The most studied artifact in human history is the Shroud of Turin. Hundreds of books and scientific papers have been written about it. One of the most popular websites in the world deals with all questions–pro and con–concerning it. (Tap to go to shroud.com.) I had the honor of scheduling a couple of lectures by Barrie Schwortz world-wide authority on the shroud and administrator of the website. The interest was so great in these lectures that we had to literally drag Barrie away or the audience would never have left.
Pope John Paul II called the Shroud of Turin the greatest relic in Christendom. Literally, millions of people have visited its site in Italy. Yet, the Catholic Church takes no position on its authenticity; its position is to let the chips fall where they may. Measuring ten and a half feet by three and a half feet, the shroud contains the front and back negative images of a scourged, crucified man. No one has ever been able to reproduce this image. It is the only such image on earth. It is a mystery as to how it was placed on the triple herringbone weave linen cloth known to have been in use in the first century. Is it the burial cloth of Jesus Christ? It certainly comports with the description of his crucifixion and burial.
While most scientists today can offer no definitive conclusion on its age or its authenticity, several explanations have been rendered and then debunked. In 1988 carbon dating tests concluded that it dated between 1260 and 1390 A.D. In 2005 chemical analysis showed that the sample used was not part of the original cloth. In 2008 a team of researchers from Los Alamos National Laboratory corroborated the 2005 conclusion. So today, we have an negative image of a crucified man on a cloth that is a minimum centuries older than the discovery of photography and negative imaging. Who could have created such an image? With all our technological skills, why has no one ever been able to reproduce it?
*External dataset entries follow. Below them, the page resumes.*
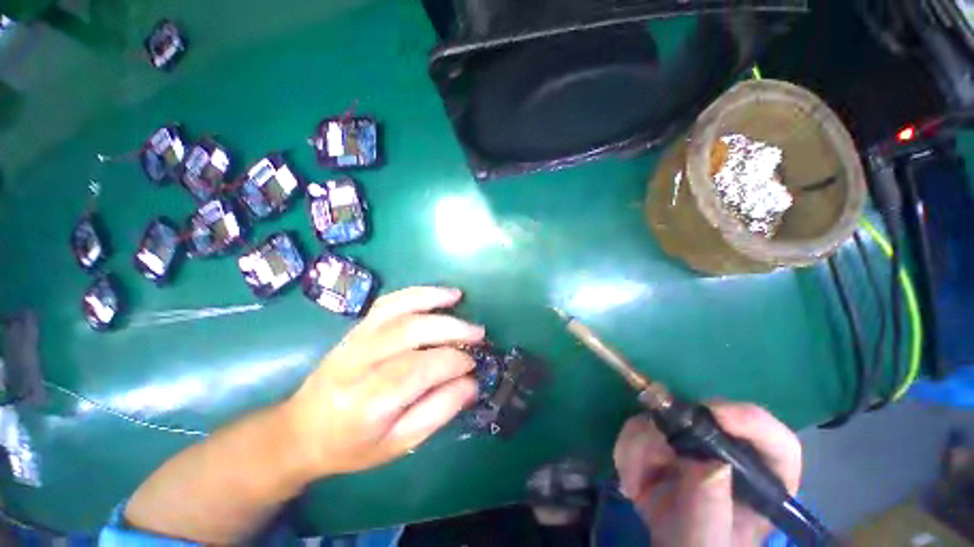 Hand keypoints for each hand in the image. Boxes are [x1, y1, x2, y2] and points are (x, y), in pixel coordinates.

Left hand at [283, 287, 484, 476]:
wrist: (301, 431)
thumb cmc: (352, 446)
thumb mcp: (398, 444)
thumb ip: (438, 411)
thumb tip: (471, 382)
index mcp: (367, 402)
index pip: (418, 370)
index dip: (453, 362)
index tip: (474, 363)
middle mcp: (357, 364)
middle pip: (410, 332)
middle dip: (451, 329)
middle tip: (478, 334)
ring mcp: (354, 340)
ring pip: (398, 310)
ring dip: (433, 300)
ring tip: (459, 298)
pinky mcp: (356, 328)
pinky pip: (388, 302)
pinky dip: (415, 293)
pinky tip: (435, 293)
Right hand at [613, 403, 801, 546]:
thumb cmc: (699, 546)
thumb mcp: (706, 540)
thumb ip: (710, 511)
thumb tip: (710, 464)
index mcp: (760, 482)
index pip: (776, 443)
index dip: (750, 420)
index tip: (715, 416)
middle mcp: (727, 454)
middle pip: (705, 417)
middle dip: (672, 431)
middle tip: (655, 458)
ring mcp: (691, 445)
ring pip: (662, 417)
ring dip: (641, 446)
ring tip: (638, 484)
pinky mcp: (660, 441)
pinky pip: (637, 426)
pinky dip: (627, 450)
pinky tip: (631, 483)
There is no question that human blood is found on the cloth and that paint was never applied. So what was it? Could it really be two thousand years old and the resurrection cloth of Jesus Christ?
The Shroud had not been scheduled to go on public display again until 2025, but Pope Francis, just this week, has decided to put the Shroud on display in 2015. It will be shown in Turin, Italy for 45 days starting in the Easter season that year. Will you be going?